Porter, who has been inactive all season, was suspended by the Raiders on Oct. 14, a day after being kicked out of practice by coach Art Shell.
"We believe that a four-game suspension is far too excessive at this point," NFLPA spokesman Carl Francis said.
The appeal would be heard by an independent arbitrator. Porter, in the second year of a five-year contract worth $20 million, will be docked about $235,000 in pay if the suspension is upheld.
Shell said he had bigger concerns than whether the suspension would be upheld on appeal, mostly turning the season around for the NFL's only winless team.
"I'm not worried about that right now," Shell said. "That will take care of itself in due time. The only thing I'm concerned about right now is with our football team here."
Shell said last week that Porter was working and "doing what he's asked to do" but admitted Oct. 16 that he wasn't being truthful, saying you don't tell people "everything that's going on in your house."

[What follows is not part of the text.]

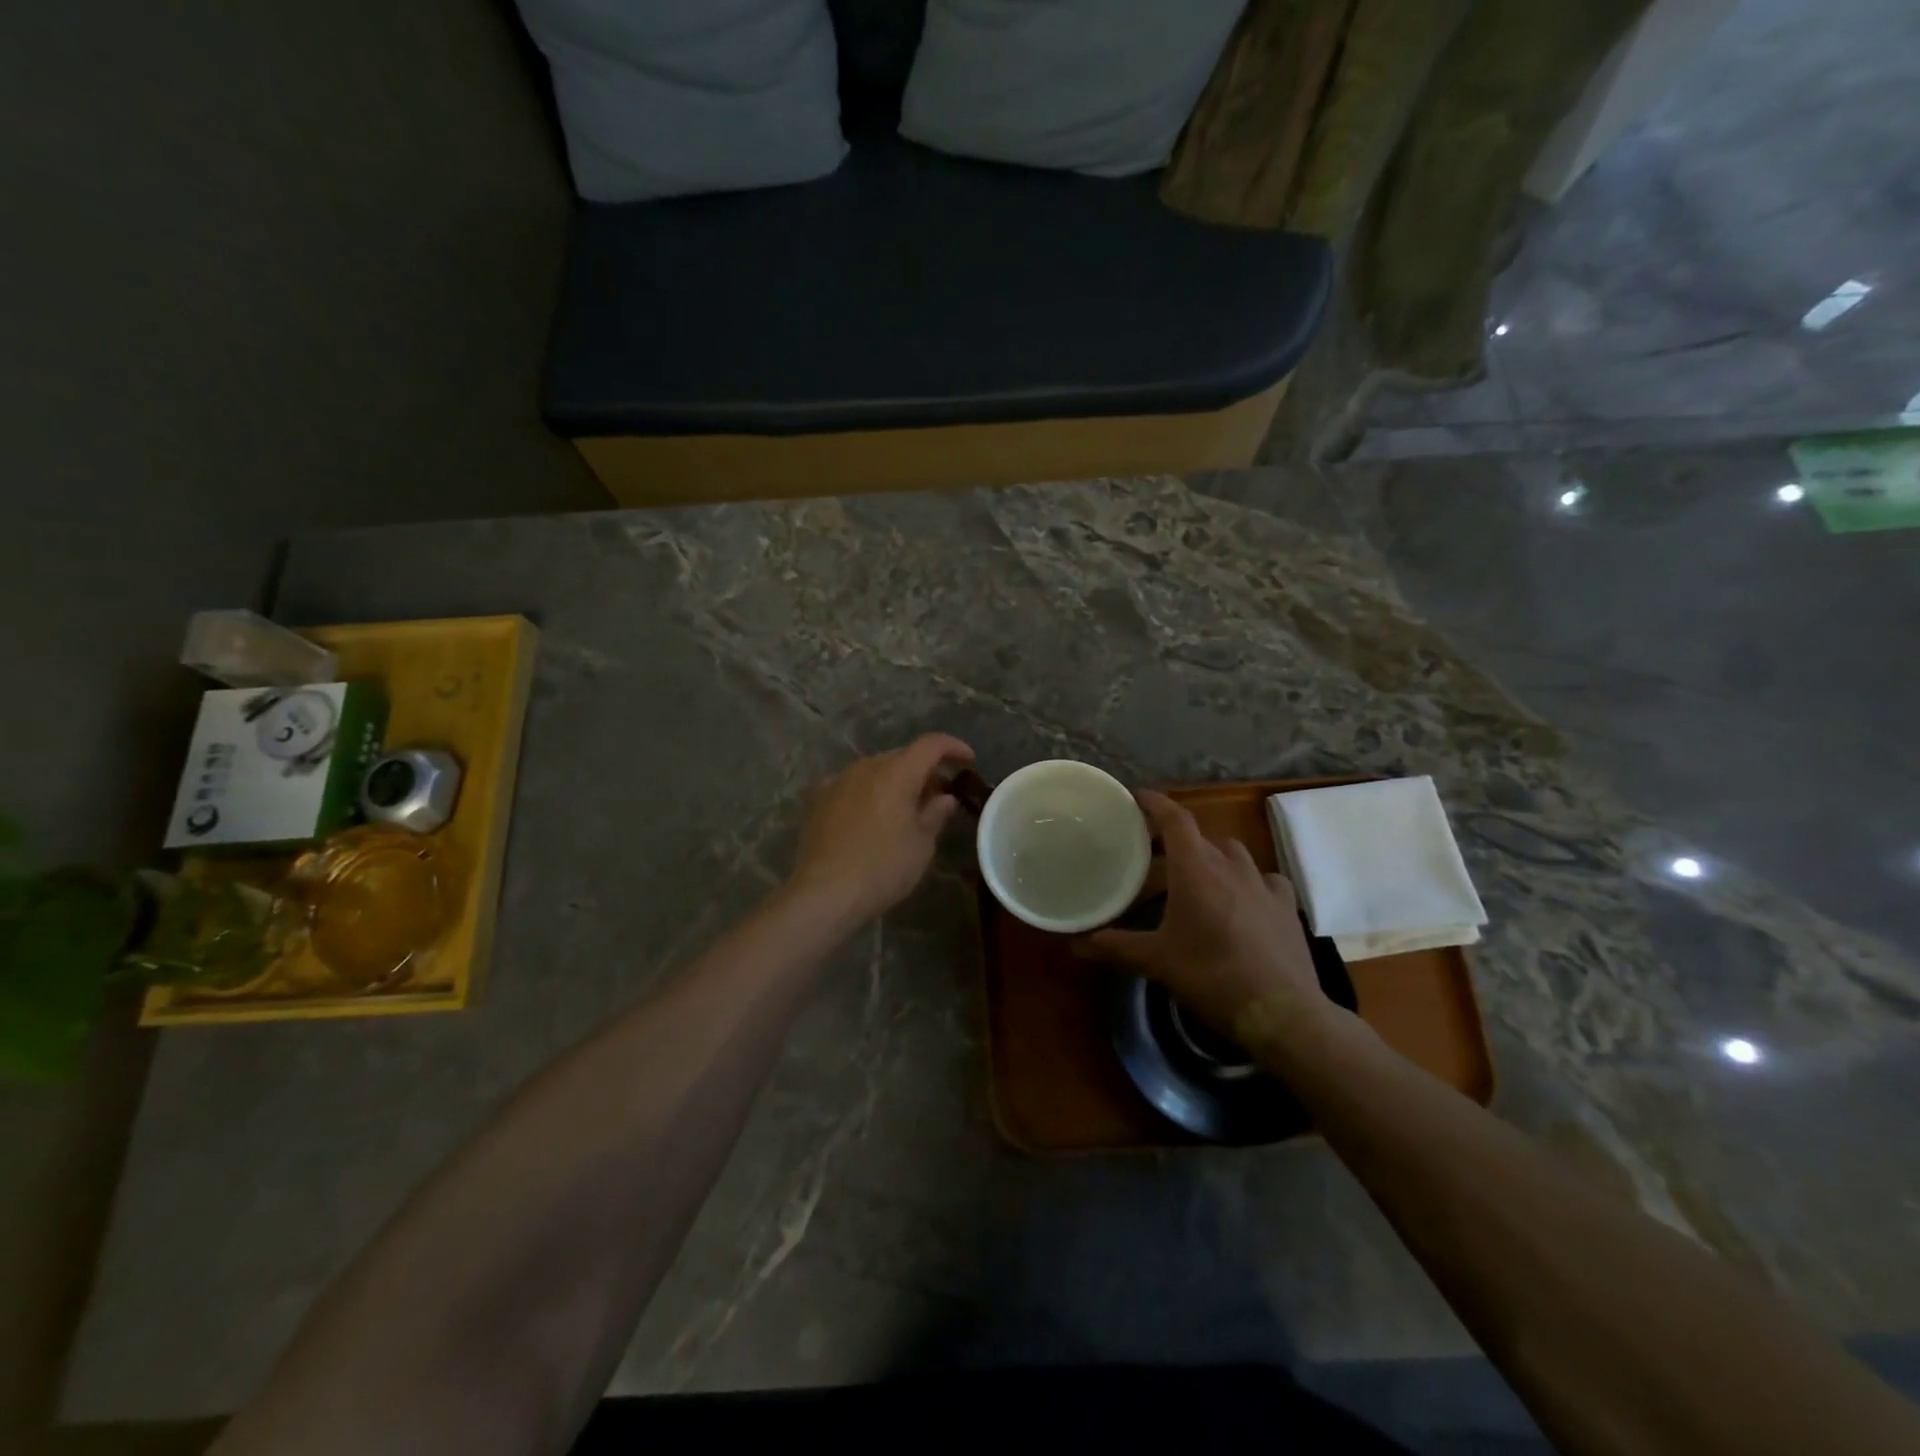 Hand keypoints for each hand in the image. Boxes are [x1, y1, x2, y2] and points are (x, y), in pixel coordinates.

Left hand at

"So when I said everything, it wasn't necessarily everything," Shell said. "He was doing some things. There were some things he wasn't doing."
Shell and Porter clashed almost immediately after the coach was hired in February over Porter's offseason workout plans. Porter made public a trade demand at the start of training camp and was inactive for the four games before the suspension.

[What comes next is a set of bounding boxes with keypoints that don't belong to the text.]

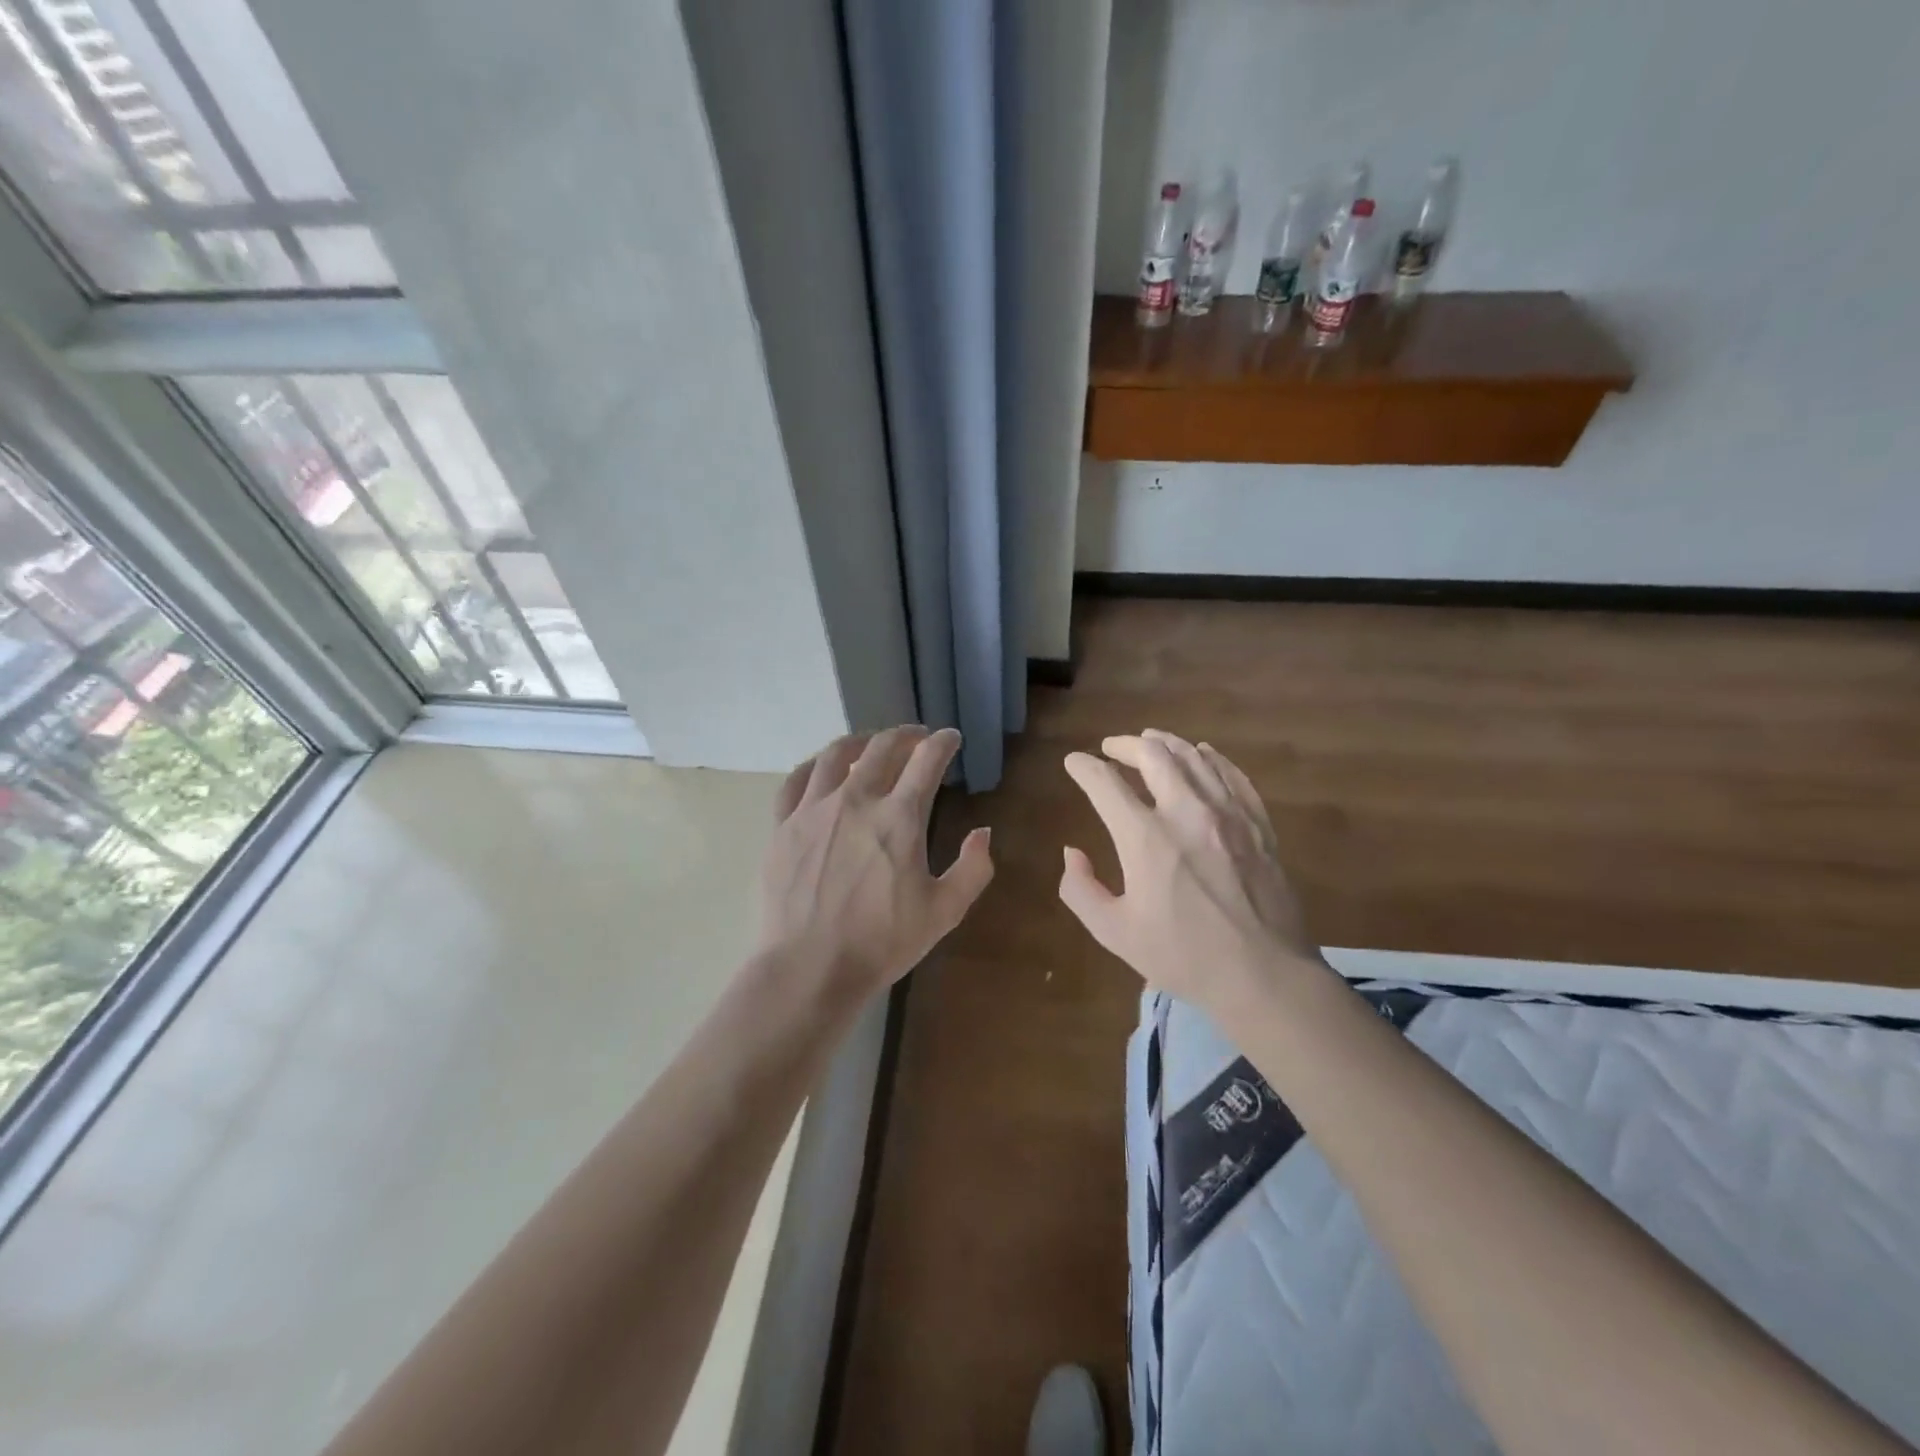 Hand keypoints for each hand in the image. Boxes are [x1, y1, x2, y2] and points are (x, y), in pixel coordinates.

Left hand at [758, 725, 993, 1005]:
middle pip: (883, 748)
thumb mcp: (944, 912)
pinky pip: (797, 780)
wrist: (809, 967)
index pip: (927, 761)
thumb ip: (973, 869)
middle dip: (905, 735)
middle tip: (916, 737)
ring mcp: (814, 809)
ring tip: (870, 744)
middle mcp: (856, 800)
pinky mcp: (783, 826)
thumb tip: (983, 833)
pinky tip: (823, 769)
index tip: (950, 738)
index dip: (943, 743)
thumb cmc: (881, 942)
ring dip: (860, 742)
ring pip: (837, 755)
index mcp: (899, 817)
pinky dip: (815, 765)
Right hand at [1059, 729, 1326, 1017]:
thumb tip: (1073, 853)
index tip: (1074, 762)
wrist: (1264, 976)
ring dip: (1166, 743)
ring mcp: (1228, 814)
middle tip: (1111, 748)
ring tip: (1151, 741)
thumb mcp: (1114, 932)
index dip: (1084, 767)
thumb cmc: (1183, 957)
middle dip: (1125, 744)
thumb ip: (1080, 889)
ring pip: (1194, 757)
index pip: (1105, 783)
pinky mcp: (1258, 824)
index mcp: (1145, 838)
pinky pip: (1232, 775)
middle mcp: (1186, 812)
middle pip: (1153, 755)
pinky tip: (1203, 755)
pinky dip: (1211, 759)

Porter, the team's leading receiver a year ago, has been working with the scout team in practice as Alvis Whitted took his starting job.
The Raiders have struggled mightily without Porter, scoring just 50 points in losing their first five games. Even though Whitted has just eight catches for 96 yards, Shell has said the receivers aren't the problem with the offense.

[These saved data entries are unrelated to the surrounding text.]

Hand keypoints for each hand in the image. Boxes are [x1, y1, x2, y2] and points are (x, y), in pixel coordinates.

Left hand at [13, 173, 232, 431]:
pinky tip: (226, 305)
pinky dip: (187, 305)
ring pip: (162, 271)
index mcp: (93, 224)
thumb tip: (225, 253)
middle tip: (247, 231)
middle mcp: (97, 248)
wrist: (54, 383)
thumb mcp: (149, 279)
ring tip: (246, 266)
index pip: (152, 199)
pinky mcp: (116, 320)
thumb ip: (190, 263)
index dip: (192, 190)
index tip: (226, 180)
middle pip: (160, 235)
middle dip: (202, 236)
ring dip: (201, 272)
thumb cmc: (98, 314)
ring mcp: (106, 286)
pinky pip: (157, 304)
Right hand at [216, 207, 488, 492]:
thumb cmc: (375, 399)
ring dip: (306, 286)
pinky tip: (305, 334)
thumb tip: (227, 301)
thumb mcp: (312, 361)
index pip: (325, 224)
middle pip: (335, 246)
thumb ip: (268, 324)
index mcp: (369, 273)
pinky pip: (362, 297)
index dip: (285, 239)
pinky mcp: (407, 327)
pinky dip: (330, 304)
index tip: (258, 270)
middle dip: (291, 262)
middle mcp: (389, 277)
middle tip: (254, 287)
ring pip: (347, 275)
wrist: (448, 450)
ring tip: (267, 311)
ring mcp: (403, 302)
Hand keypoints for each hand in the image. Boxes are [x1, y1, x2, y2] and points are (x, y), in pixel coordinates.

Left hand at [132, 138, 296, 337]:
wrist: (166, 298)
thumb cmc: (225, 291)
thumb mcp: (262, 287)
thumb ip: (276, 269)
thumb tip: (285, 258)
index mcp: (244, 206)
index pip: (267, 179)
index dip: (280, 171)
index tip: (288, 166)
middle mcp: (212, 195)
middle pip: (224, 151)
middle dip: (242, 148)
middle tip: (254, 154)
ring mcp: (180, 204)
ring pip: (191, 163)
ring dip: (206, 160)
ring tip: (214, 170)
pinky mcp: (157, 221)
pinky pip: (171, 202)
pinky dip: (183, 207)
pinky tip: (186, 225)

Shell kicked Porter out of practice Oct. 13, the final straw before the suspension, which Shell said was for being disruptive and insubordinate. Shell said he consulted with receivers coach Fred Biletnikoff, the front office and owner Al Davis before making the decision.
"It was a culmination of things," Shell said. "There was a couple of things that happened during the course of the week, and some things that happened through time."
Defensive tackle Warren Sapp said the four-game suspension was "overboard."
A phone message left with Porter's agent, Joel Segal, was not returned.
Porter led the Raiders with 76 catches last season and had 942 yards receiving and five touchdown receptions in 2005.
Porter, a second-round pick out of West Virginia in 2000, has 239 catches for 3,215 yards and 24 touchdowns in six seasons with the Raiders. He has never reached 1,000 yards receiving in a season, missing the mark narrowly last season and with 998 yards.
The Raiders do not expect to trade Porter or their other disgruntled receiver, Randy Moss, before the Oct. 17 trade deadline.
"There's always talk, whether a move is being made or will be made," Shell said. "That remains to be seen. It takes two parties to make it happen, but right now I don't know of any movement coming about."